::: Data shown :::

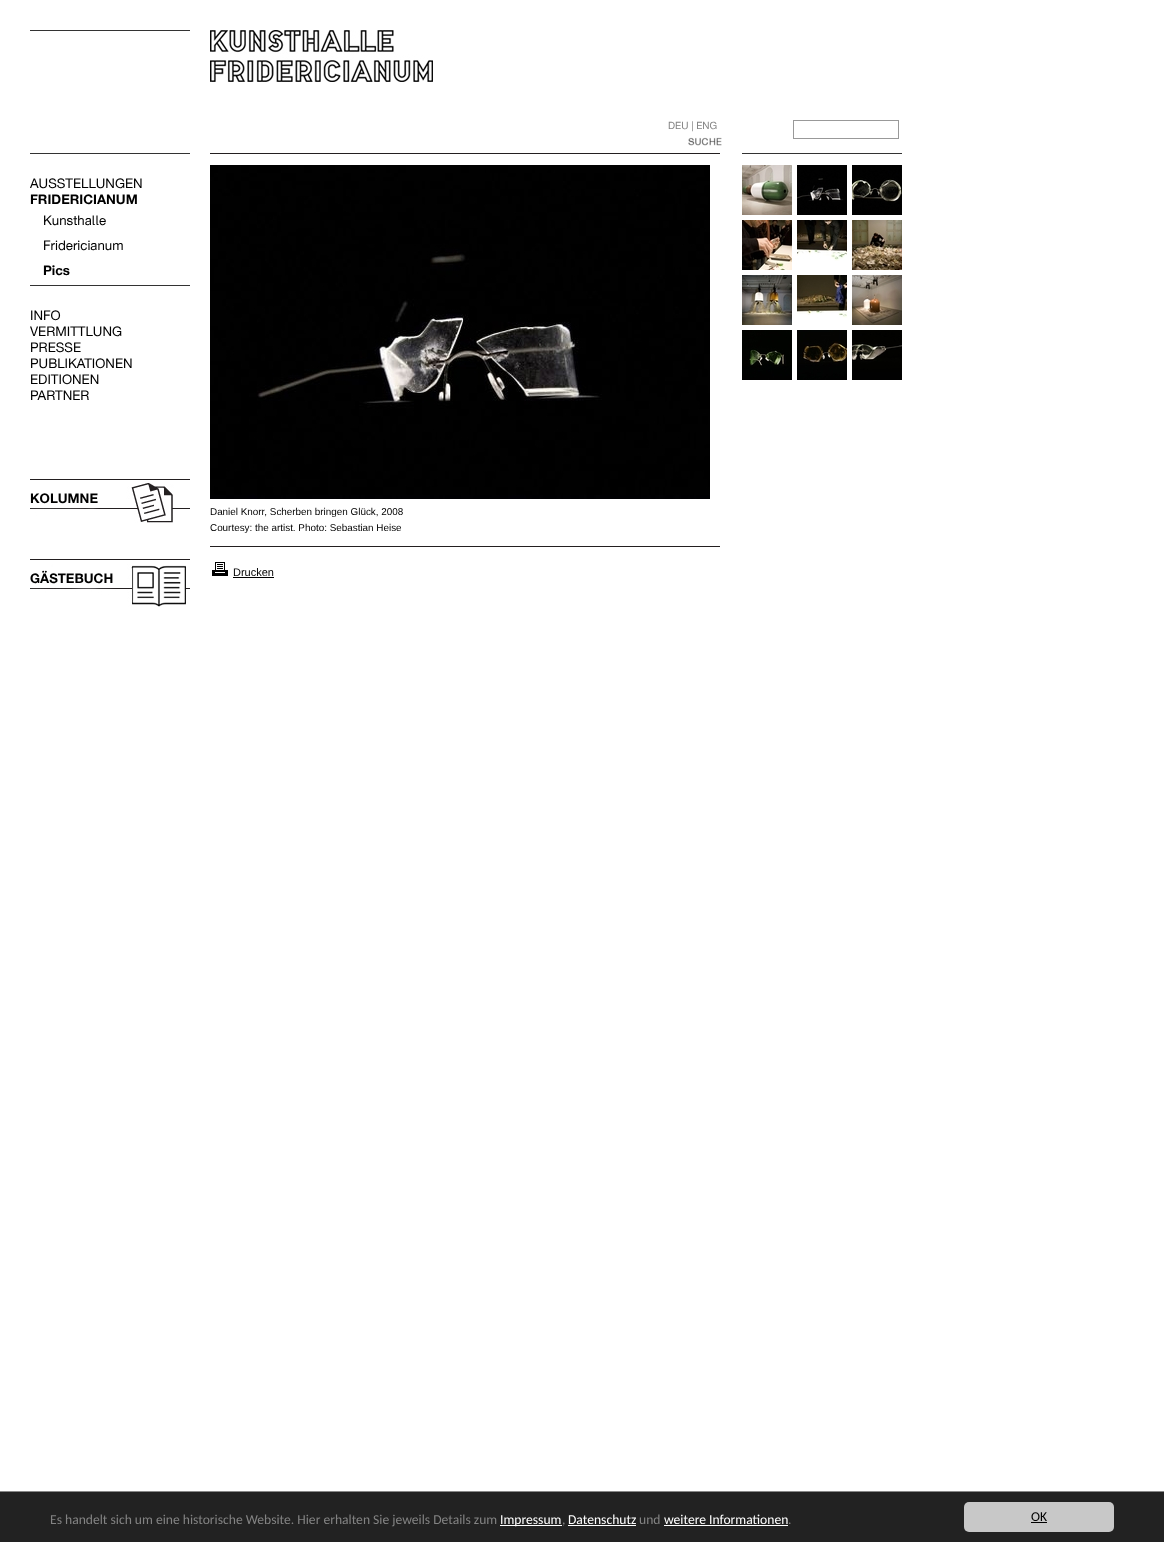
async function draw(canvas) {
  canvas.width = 1164;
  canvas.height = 1542;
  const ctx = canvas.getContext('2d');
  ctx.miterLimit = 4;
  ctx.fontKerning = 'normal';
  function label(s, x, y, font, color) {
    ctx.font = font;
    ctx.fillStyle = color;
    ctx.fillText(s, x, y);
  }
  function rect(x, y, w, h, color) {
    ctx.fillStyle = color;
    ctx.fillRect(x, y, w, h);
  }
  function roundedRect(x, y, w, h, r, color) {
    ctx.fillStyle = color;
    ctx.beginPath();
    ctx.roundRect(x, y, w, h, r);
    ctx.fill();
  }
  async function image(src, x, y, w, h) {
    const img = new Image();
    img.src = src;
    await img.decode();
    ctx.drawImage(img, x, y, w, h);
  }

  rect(0, 0, 1164, 1542, '#fff');
  rect(30, 30, 160, 1, '#333');
  await image('assets/img1.png', 210, 30, 223, 52);
  label('DEU | ENG', 668, 129, '10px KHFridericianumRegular', '#838383');
  await image('assets/img2.png', 688, 137, 34, 9);
  ctx.strokeStyle = '#999';
  ctx.strokeRect(793.5, 120.5, 105, 18);
  rect(30, 153, 160, 1, '#333');
  label('AUSSTELLUNGEN', 30, 188, '13.25px KHFridericianumRegular', '#000');
  label('FRIDERICIANUM', 30, 204, 'bold 13.25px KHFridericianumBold', '#000');
  label('Kunsthalle', 43, 225, '13.25px KHFridericianumRegular', '#000');
  label('Fridericianum', 43, 250, '13.25px KHFridericianumRegular', '#000');
  label('Pics', 43, 275, 'bold 13.25px KHFridericianumBold', '#000');
  rect(30, 285, 160, 1, '#333');
  label('INFO', 30, 320, '13.25px KHFridericianumRegular', '#000');
  label('VERMITTLUNG', 30, 336, '13.25px KHFridericianumRegular', '#000');
  label('PRESSE', 30, 352, '13.25px KHFridericianumRegular', '#000');
  label('PUBLIKATIONEN', 30, 368, '13.25px KHFridericianumRegular', '#000');
  label('EDITIONEN', 30, 384, '13.25px KHFridericianumRegular', '#000');
  label('PARTNER', 30, 400, '13.25px KHFridericianumRegular', '#000');
  await image('assets/img3.png', 30, 479, 160, 44);
  label('KOLUMNE', 30, 503, 'bold 13.25px KHFridericianumBold', '#000');
  await image('assets/img4.png', 30, 559, 160, 48);
  label('GÄSTEBUCH', 30, 583, 'bold 13.25px KHFridericianumBold', '#000');
  rect(742, 153, 160, 1, '#333');
  await image('assets/img5.png', 742, 165, 50, 50);
  await image('assets/img6.png', 797, 165, 50, 50);
  await image('assets/img7.png', 852, 165, 50, 50);
  await image('assets/img8.png', 742, 220, 50, 50);
  await image('assets/img9.png', 797, 220, 50, 41);
  await image('assets/img10.png', 852, 220, 50, 50);
  await image('assets/img11.png', 742, 275, 50, 50);
  await image('assets/img12.png', 797, 275, 50, 43);
  await image('assets/img13.png', 852, 275, 50, 50);
  await image('assets/img14.png', 742, 330, 50, 50);
  await image('assets/img15.png', 797, 330, 50, 50);
  await image('assets/img16.png', 852, 330, 50, 50);
  rect(210, 153, 510, 1, '#231f20');
  await image('assets/img17.png', 210, 165, 500, 334);
  label('Daniel Knorr, Scherben bringen Glück, 2008', 210, 515, '9.9px Liberation Sans', '#000');
  label('Courtesy: the artist. Photo: Sebastian Heise', 210, 531, '9.9px Liberation Sans', '#000');
  rect(210, 546, 510, 1, '#231f20');
  await image('assets/img18.png', 212, 562, 16, 14);
  label('Drucken', 233, 576, '11px Liberation Sans', '#000');
  rect(233, 577, 41, 1, '#000');
  rect(0, 1492, 1164, 50, '#222');
  rect(0, 1491, 1164, 1, '#888');
  label('Es handelt sich um eine historische Website. Hier erhalten Sie jeweils Details zum', 50, 1524, '13.6px Carlito', '#838383');
  rect(500, 1525, 62, 1, '#fff');
  label('Impressum', 500, 1524, '13.6px Carlito', '#fff');
  label(',', 562, 1524, '13.6px Carlito', '#838383');
  label('Datenschutz', 568, 1524, '13.6px Carlito', '#fff');
  rect(568, 1525, 68, 1, '#fff');
  label('und', 639, 1524, '13.6px Carlito', '#838383');
  label('weitere Informationen', 664, 1524, '13.6px Carlito', '#fff');
  rect(664, 1525, 124, 1, '#fff');
  label('.', 788, 1524, '13.6px Carlito', '#838383');
  roundedRect(964, 1502, 150, 30, 5, '#c8c8c8');
  label('OK', 1031, 1521, '13.6px Carlito', '#000');
  rect(1031, 1522, 16, 1, '#000');
}

draw(document.querySelector('canvas'));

:::

Read through the data and copy every line where "function" shows up.

- [Exercise solution]
async function draw(canvas) {
  function label(s, x, y, font, color) {
  function rect(x, y, w, h, color) {
  function roundedRect(x, y, w, h, r, color) {
  async function image(src, x, y, w, h) {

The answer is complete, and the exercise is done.